Ternate   (Antara News) - Sri Sultan Tidore Husen Alting akhirnya menyatakan menolak rencana pengusulan pemekaran Sofifi menjadi daerah otonom baru, berpisah dari Kota Tidore Kepulauan, karena alasan menjadi Ibu Kota Provinsi Maluku Utara.

         "Alasan syarat-syarat pemekaran Sofifi menjdai Ibu Kota Provinsi Maluku Utara belum terintegrasi, seperti sarana infrastruktur penunjang belum juga dilengkapi, kemudian lagi kebutuhan-kebutuhan dasar yang belum memadai dan sebagainya sesuai dengan isyarat dalam undang-undang yang berlaku, sehingga Sofifi harus tetap berada di wilayah otonom Kota Tidore Kepulauan," katanya di Ternate, Jumat.

         Untuk itu, Sultan Tidore kemudian meminta syarat-syarat tersebut dipenuhi terlebih dahulu, sebelum dilakukan pemekaran.

         Dia juga mempertanyakan menyangkut dengan berbagai kebutuhan dasar, seperti rumah sakit, Kantor Polda Maluku Utara, Pengadilan Tinggi, Badan Pusat Statistik, dan sarana penunjang lainya yang tidak berani mengambil risiko beraktifitas di daerah tersebut.

         Hal itu, katanya, menandakan bahwa, Sofifi belum layak untuk dimekarkan menjadi ibu kota provinsi.

         "Selain karena berdasarkan fakta di lapangan, fasilitas tersebut belum berani mengambil resiko beraktifitas di Sofifi," katanya.

         Dia mengatakan jika pada masa mendatang syarat tersebut telah dilengkapi, pihaknya siap melepaskan Sofifi untuk dimekarkan menjadi Ibu Kota Provinsi Maluku Utara.

         "Dan kalau syaratnya sudah terpenuhi, untuk apa kita berdebat lagi," katanya.

         Ia menjelaskan kepada Pemprov Maluku Utara, bahwa karena daerah induk Sofifi masih di Kota Tidore Kepulauan maka yang harus dibahas terlebih dahulu, yaitu arah pembangunan kota itu.

         "Kota Tidore Kepulauan mau dibuat apa ke depan nanti.
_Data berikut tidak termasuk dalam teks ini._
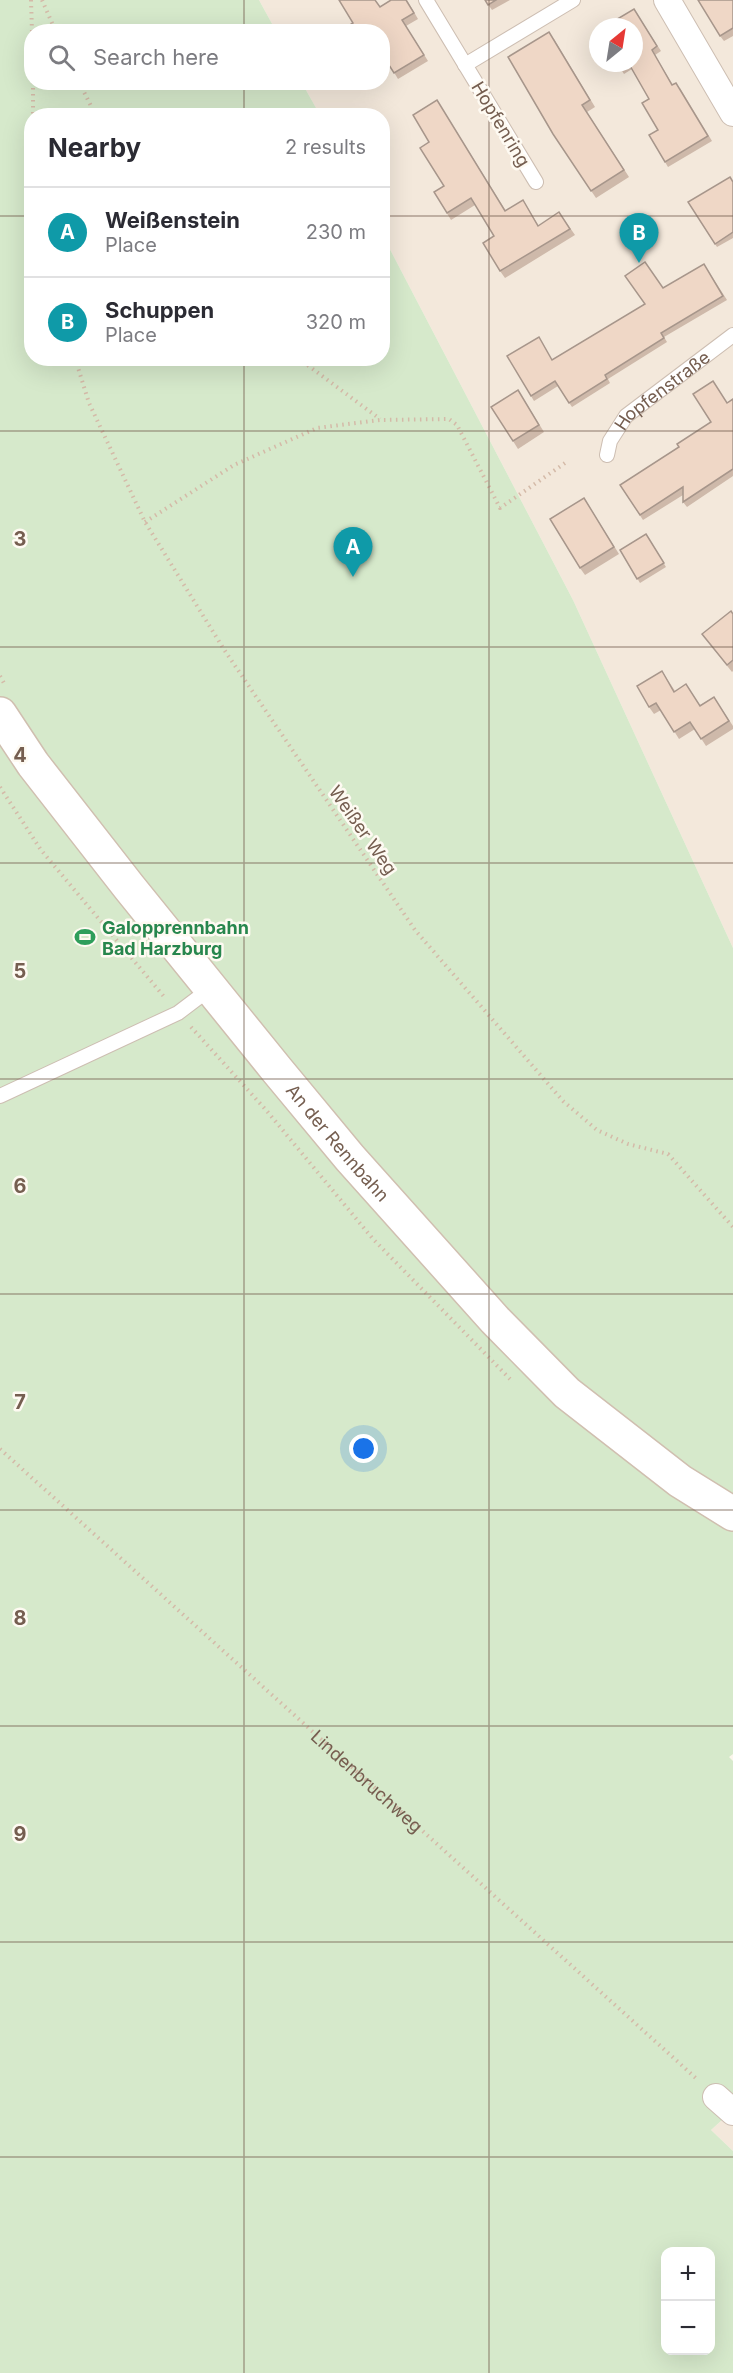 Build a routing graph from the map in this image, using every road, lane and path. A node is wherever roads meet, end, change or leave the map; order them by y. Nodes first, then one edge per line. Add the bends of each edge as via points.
1 (31, 0) edge
2 (42, 0) edge
3 (426, 0) edge
4 (573, 0) edge
5 (667, 0) edge
6 (32, 24) edge
7 (52, 24) edge
8 (465, 65) junction
9 (33, 90) edge
10 (83, 90) edge
11 (33, 108) edge
12 (92, 108) edge
13 (733, 113) edge
14 (537, 182) dead end
15 (733, 335) edge
16 (77, 366) edge
17 (309, 366) edge
18 (380, 420) junction
19 (607, 455) dead end
20 (568, 461) dead end
21 (145, 522) junction
22 (0, 714) edge
23 (211, 988) junction
24 (0, 1096) edge
25 (733, 1227) edge
26 (0, 1449) edge
27 (733, 1514) edge
28 (725, 2104) edge

1 - 6 path
2 - 7 path
3 - 8 lane, Hopfenring
4 - 8 lane, Hopfenring
5 - 13 street
8 - 14 lane, Hopfenring
9 - 11 path
10 - 12 path
15 - 19 lane, Hopfenstraße via 626,416 610,441
16 - 21 path, Weißer Weg via 88,403
17 - 18 path
18 - 20 path via 449,419 457,425 500,508
18 - 21 path via 317,428 234,465
21 - 25 path, Weißer Weg via 225,651 415,930 563,1101 597,1130 628,1144 668,1154
22 - 23 main road, An der Rennbahn via 33,764
23 - 24 lane via 178,1013
23 - 27 main road, An der Rennbahn via 350,1158 495,1320 567,1393 680,1481
26 - 28 path, Lindenbruchweg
Itu dulu yang harus dibahas baru masyarakat Kota Tidore Kepulauan bisa bersama-sama mendorong Sofifi menjadi ibu kota provinsi," katanya.

         Namun, katanya, jika sepanjang hal itu tidak dibahas maka sama halnya dengan pemprov menganggap remeh  Kota Tidore Kepulauan.

          Menurut dia, hal itu seharusnya menjadi bahan diskusi antara Pemprov Malut, Pemkot Tidore, dan pihak masyarakat adat di jazirah Kesultanan Tidore.

         "Konkretnya menganggap remeh Tidore, karena yang dihitung saat ini kan faktor historis, atau dalam bahasa orang Tidore minimal ada ngau ma bilang bahasa adat setempat yang mengajarkan kita bergaul dengan baik," katanya.

         Ia mengemukakan pentingnya memperhatikan kearifan lokal.

         "Dalam dimensi itu, orang Tidore akan arif dan bijaksana untuk mendorong itu. Ini yang harus menjadi bahan diskusi antara Pemprov Malut, Kota, dan masyarakat adat Kesultanan Tidore sesuai dengan adat istiadat Kesultanan," katanya.